RECORDS FOR THE EXERCISE below:

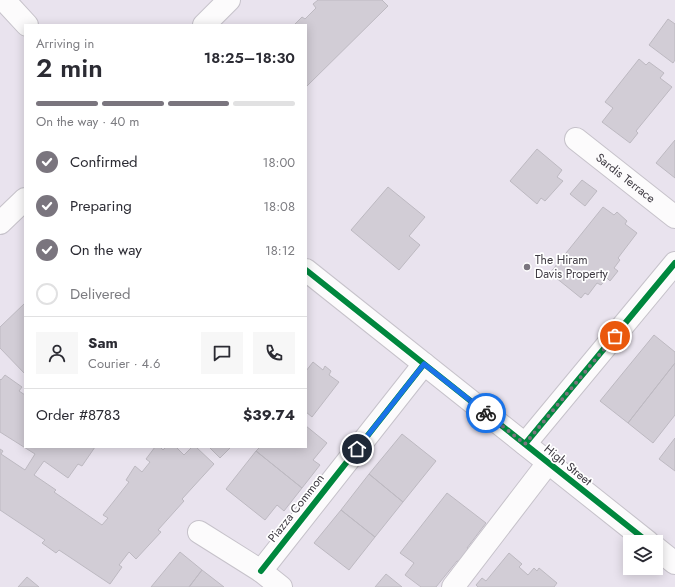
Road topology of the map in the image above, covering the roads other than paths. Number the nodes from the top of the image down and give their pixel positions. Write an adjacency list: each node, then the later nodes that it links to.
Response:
1 (4, 0): 3 (street)
2 (230, 0): 4 (street)
3 (26, 24)
4 (205, 24)
5 (576, 139): 7 (street, Sardis Terrace)
6 (24, 200): 8 (street)
7 (675, 216)
8 (0, 223)
9 (675, 263): 12 (street)
10 (309, 280): 11 (street, High Street)
11 (424, 364): 12 (street, High Street); 18 (street, Piazza Common)
12 (525, 444): 13 (street, High Street)
13 (548, 463): 15 (street, High Street); 20 (street)
14 (198, 532): 18 (street)
15 (639, 535)
16 (663, 554): 17 (street)
17 (675, 563)
18 (260, 571): 19 (street)
19 (282, 587)
20 (452, 587)

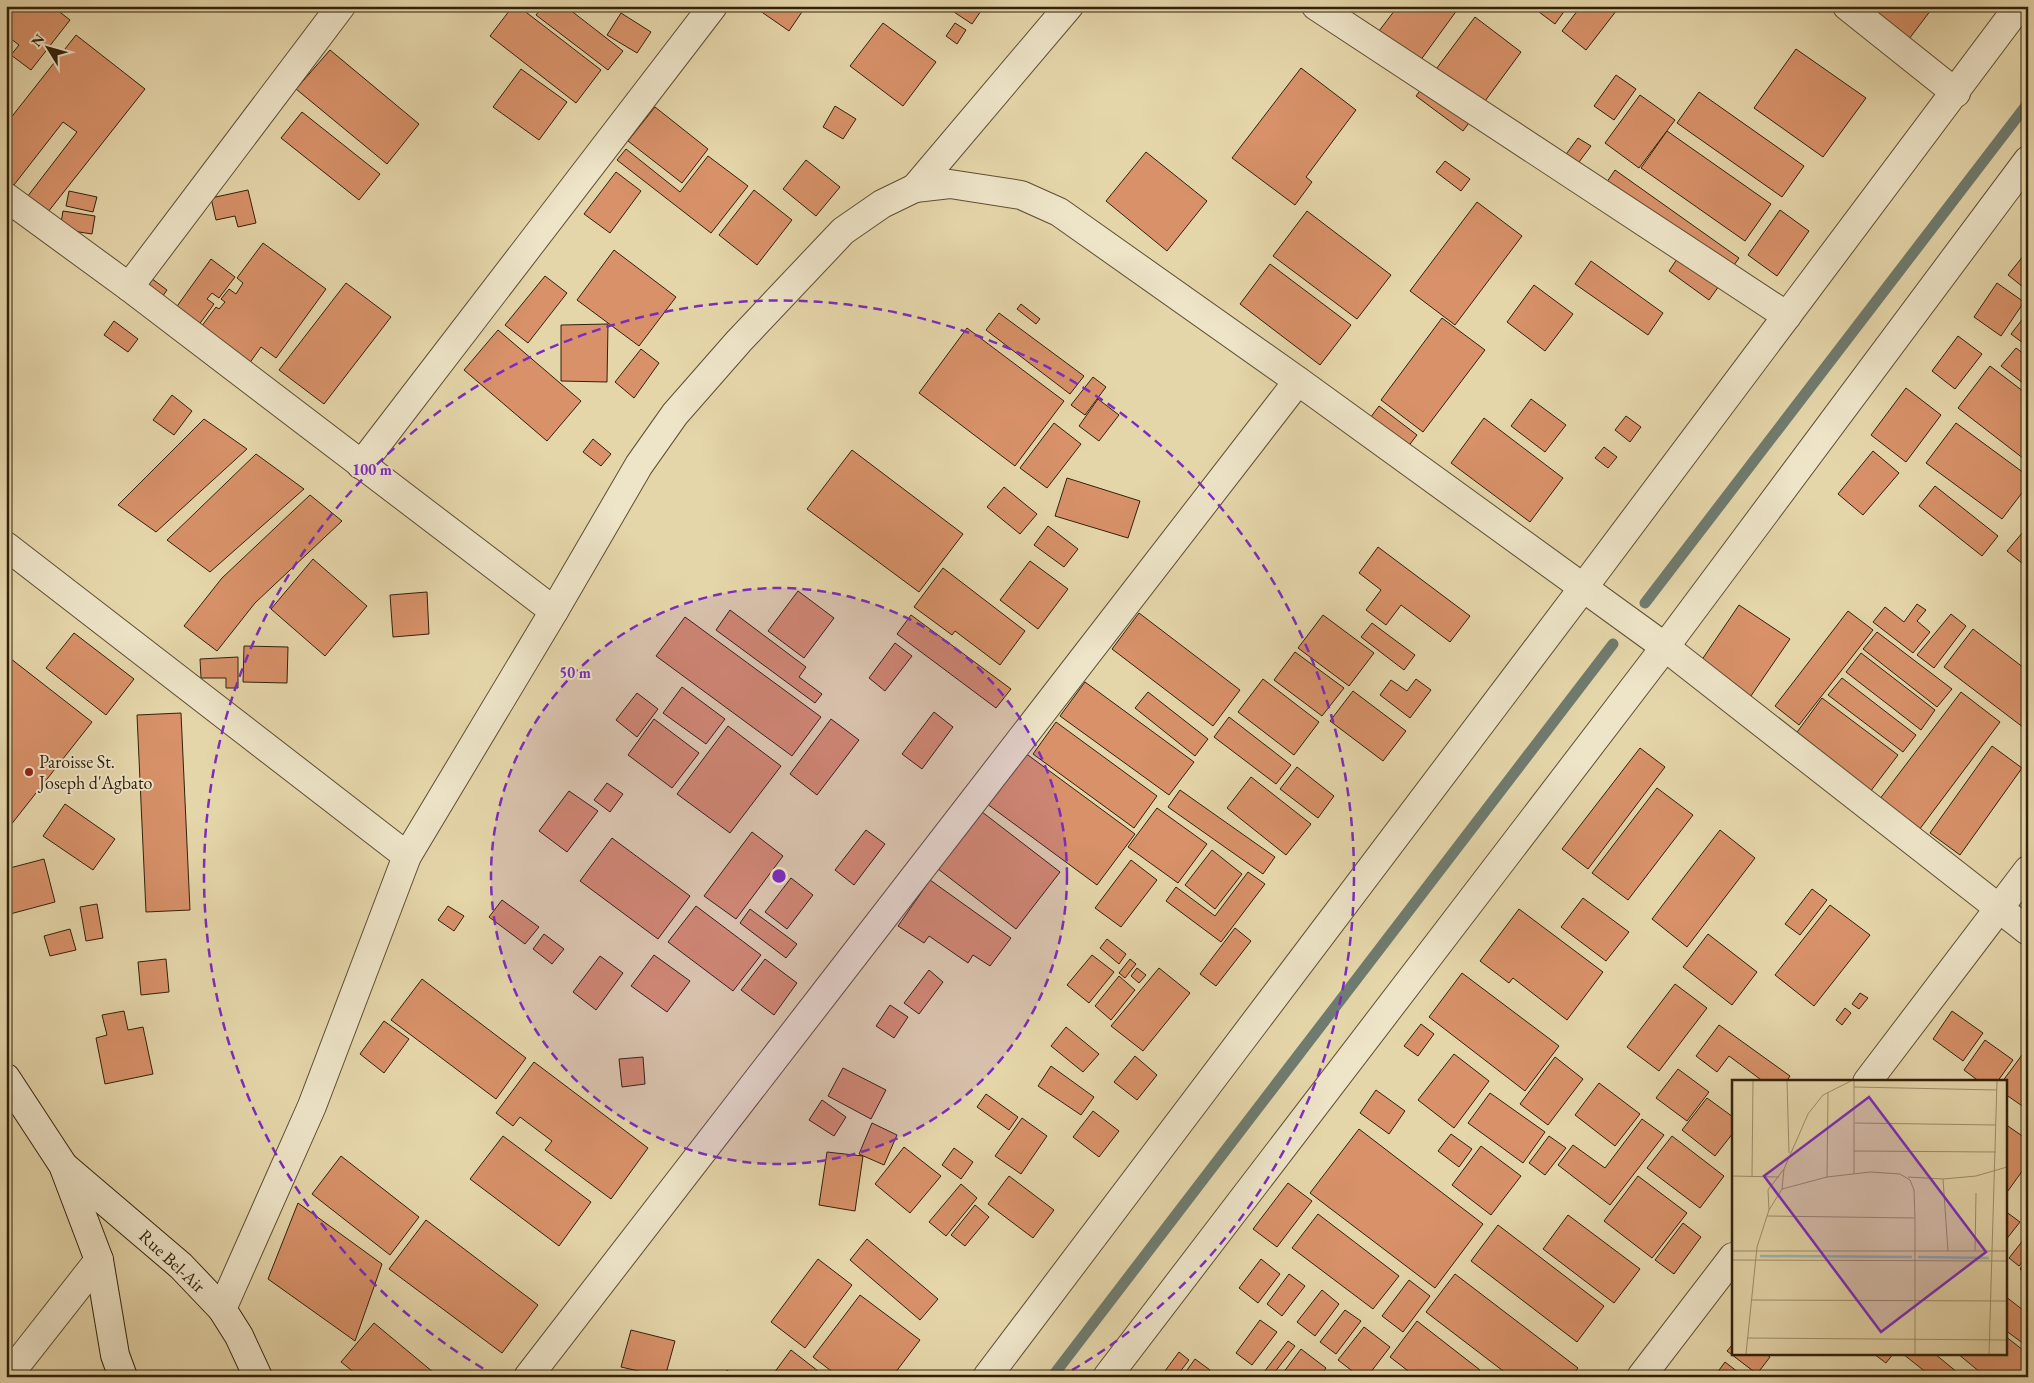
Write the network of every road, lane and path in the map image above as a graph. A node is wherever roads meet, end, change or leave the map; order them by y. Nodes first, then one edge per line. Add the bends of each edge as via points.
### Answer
1 (341, 6) edge
2 (712, 6) edge
3 (1069, 6) edge
4 (1316, 6) edge
5 (1847, 6) edge
6 (2019, 6) edge
7 (1956, 93) junction
8 (2028, 160) edge
9 (915, 188) junction
10 (6, 197) edge
11 (129, 287) junction
12 (1787, 316) junction
13 (1298, 381) junction
14 (360, 465) junction
15 (6, 546) edge
16 (1583, 588) junction
17 (554, 611) junction
18 (1664, 647) junction
19 (407, 856) junction
20 (2028, 870) edge
21 (1999, 909) junction
22 (2028, 931) edge
23 (6, 1078) edge
24 (1869, 1080) edge
25 (63, 1166) junction
26 (1732, 1258) edge
27 (100, 1260) junction
28 (222, 1308) junction
29 (7, 1377) edge
30 (123, 1377) edge
31 (258, 1377) edge
32 (528, 1377) edge
33 (987, 1377) edge
34 (1107, 1377) edge
35 (1641, 1377) edge

1 - 11 street
2 - 14 street
3 - 9 street
4 - 12 street
5 - 7 street
6 - 7 street
7 - 12 street
8 - 18 street
9 - 13 street via 950,184 1021,195 1060,212
9 - 17 street via 882,204 843,231 738,341 675,414 639,465
10 - 11 street
11 - 14 street
12 - 16 street
13 - 16 street
13 - 32 street
14 - 17 street
15 - 19 street
16 - 18 street
16 - 33 street
17 - 19 street
18 - 21 street
18 - 34 street
19 - 28 street via 312,1106
20 - 21 street
21 - 22 street
21 - 24 street
23 - 25 street, Rue Bel-Air
25 - 27 street, Rue Bel-Air
25 - 28 street, Rue Bel-Air via 181,1266
26 - 35 street
27 - 29 street
27 - 30 street, Rue Bel-Air via 115,1354
28 - 31 street, Rue Bel-Air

End of RECORDS FOR THE EXERCISE.

WORK INSTRUCTION. Give the lines exactly, from the first line of the entries to the line with "Write the network", both ends included. Skip the pictures.

EXERCISE RESPONSE.
Road topology of the map in the image above, covering the roads other than paths. Number the nodes from the top of the image down and give their pixel positions. Write an adjacency list: each node, then the later nodes that it links to.
Response:
1 (4, 0): 3 (street)
2 (230, 0): 4 (street)
3 (26, 24)
4 (205, 24)
5 (576, 139): 7 (street, Sardis Terrace)
6 (24, 200): 8 (street)
7 (675, 216)
8 (0, 223)
9 (675, 263): 12 (street)
10 (309, 280): 11 (street, High Street)
11 (424, 364): 12 (street, High Street); 18 (street, Piazza Common)
12 (525, 444): 13 (street, High Street)
13 (548, 463): 15 (street, High Street); 20 (street)
14 (198, 532): 18 (street)
15 (639, 535)
16 (663, 554): 17 (street)
17 (675, 563)
18 (260, 571): 19 (street)
19 (282, 587)
20 (452, 587)

Write the network of every road, lane and path in the map image above as a graph. A node is wherever roads meet, end, change or leave the map; order them by y. Nodes first, then one edge per line. Add the bends of each edge as via points.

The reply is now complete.